◆ **WHAT THIS TASK INVOLVES**
Return all lines from the entries below in which the word "محمد" is present.

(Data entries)
════════════════════

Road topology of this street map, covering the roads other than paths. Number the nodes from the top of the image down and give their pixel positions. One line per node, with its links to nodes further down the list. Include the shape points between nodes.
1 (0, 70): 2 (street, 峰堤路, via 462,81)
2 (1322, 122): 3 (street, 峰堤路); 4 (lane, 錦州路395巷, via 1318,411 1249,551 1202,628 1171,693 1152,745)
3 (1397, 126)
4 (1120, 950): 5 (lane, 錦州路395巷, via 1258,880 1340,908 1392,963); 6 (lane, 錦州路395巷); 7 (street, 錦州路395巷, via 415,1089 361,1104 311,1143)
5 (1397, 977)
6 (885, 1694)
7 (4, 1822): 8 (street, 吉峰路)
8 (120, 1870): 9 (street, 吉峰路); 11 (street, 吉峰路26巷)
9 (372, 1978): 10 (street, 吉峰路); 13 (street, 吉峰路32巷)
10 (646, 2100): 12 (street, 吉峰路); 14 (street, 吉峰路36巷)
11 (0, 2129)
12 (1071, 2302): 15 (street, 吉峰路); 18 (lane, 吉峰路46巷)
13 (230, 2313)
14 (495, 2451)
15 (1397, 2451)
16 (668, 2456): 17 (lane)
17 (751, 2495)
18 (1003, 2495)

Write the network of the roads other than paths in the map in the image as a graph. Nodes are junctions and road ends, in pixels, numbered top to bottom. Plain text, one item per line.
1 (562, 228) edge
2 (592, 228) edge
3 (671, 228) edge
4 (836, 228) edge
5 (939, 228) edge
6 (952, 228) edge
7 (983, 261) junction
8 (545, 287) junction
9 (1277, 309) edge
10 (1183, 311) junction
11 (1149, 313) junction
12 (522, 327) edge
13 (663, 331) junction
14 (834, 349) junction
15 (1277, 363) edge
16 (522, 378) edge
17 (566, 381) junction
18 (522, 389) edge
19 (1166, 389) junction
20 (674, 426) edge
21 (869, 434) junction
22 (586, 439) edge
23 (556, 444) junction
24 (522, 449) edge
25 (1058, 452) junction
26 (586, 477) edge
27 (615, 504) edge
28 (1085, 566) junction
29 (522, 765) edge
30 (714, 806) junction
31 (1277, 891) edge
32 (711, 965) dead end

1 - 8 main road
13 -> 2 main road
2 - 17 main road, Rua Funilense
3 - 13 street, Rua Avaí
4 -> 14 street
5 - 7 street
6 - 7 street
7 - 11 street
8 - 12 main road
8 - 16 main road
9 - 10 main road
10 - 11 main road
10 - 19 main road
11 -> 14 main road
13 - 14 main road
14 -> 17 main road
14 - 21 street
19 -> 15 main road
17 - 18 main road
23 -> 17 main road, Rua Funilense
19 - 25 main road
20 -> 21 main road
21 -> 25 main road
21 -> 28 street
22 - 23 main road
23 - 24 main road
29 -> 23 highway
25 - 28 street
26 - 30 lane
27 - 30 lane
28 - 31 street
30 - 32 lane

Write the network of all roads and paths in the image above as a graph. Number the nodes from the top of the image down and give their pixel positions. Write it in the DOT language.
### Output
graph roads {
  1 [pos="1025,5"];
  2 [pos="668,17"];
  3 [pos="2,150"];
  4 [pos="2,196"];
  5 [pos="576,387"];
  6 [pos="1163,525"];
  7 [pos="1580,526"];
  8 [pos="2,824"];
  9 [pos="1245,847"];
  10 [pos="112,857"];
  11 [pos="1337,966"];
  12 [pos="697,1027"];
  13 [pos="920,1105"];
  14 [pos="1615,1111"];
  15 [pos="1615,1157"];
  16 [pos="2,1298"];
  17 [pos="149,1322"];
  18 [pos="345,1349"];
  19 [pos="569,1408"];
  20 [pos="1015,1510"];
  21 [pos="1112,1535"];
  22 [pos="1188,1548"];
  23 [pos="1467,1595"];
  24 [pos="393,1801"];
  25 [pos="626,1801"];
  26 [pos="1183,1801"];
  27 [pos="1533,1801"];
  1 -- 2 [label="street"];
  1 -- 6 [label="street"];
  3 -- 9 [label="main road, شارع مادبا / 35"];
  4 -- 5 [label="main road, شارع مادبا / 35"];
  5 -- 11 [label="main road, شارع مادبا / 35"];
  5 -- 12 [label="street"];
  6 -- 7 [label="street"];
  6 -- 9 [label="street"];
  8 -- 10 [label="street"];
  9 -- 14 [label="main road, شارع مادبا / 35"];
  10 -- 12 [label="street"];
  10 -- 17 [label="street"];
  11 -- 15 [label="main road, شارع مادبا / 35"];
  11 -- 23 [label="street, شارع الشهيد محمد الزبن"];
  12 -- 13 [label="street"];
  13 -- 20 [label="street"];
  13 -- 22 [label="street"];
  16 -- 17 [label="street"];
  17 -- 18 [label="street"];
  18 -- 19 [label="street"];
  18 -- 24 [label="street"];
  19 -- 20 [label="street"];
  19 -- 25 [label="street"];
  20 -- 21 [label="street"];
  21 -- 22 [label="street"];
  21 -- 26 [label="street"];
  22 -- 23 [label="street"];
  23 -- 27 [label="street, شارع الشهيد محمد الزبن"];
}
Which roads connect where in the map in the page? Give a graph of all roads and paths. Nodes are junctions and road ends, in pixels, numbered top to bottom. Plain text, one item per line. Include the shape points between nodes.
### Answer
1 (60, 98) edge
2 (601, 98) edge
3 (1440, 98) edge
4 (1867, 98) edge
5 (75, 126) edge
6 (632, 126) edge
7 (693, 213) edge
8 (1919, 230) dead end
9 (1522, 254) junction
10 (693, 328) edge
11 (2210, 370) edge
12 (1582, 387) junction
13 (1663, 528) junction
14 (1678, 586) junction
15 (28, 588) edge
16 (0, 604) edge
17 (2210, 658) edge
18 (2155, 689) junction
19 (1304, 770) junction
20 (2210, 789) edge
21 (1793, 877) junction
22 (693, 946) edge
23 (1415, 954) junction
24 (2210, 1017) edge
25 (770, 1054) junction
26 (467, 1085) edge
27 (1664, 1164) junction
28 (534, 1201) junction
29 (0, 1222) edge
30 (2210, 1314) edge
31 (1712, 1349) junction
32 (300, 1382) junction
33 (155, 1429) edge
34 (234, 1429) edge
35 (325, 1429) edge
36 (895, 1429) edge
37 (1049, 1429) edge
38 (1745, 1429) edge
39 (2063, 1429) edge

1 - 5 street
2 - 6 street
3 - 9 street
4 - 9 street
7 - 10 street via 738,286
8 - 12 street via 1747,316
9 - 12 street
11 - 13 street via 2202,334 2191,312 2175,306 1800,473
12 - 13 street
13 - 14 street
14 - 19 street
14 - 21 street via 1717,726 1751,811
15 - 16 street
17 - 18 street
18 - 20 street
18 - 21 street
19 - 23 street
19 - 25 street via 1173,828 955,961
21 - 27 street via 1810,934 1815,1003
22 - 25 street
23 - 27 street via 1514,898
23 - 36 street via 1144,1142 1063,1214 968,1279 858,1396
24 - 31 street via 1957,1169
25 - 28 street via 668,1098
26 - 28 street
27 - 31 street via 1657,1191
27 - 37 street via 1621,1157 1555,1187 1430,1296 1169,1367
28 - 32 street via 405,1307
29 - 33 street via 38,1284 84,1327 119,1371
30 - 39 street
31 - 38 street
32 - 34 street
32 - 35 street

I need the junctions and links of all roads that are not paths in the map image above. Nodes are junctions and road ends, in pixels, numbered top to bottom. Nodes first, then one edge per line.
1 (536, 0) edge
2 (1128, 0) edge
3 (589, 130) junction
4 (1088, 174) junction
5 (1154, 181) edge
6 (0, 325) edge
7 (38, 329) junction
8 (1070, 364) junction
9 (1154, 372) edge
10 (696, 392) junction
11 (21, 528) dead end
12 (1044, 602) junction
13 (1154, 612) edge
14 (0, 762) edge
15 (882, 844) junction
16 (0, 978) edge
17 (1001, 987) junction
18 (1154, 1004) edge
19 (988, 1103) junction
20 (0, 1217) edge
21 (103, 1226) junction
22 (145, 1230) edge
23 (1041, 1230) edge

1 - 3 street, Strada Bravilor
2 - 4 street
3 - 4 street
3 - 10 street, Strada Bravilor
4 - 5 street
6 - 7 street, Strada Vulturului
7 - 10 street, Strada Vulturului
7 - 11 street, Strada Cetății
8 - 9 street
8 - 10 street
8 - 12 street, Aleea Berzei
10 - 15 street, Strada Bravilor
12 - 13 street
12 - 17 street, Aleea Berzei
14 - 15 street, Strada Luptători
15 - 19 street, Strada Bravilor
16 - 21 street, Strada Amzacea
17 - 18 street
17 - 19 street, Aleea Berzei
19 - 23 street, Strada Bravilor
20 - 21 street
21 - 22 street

════════════════════

◆ **SOLUTION TO THIS EXERCISE**
  11 -- 23 [label="street, شارع الشهيد محمد الزبن"];
  23 -- 27 [label="street, شارع الشهيد محمد الزبن"];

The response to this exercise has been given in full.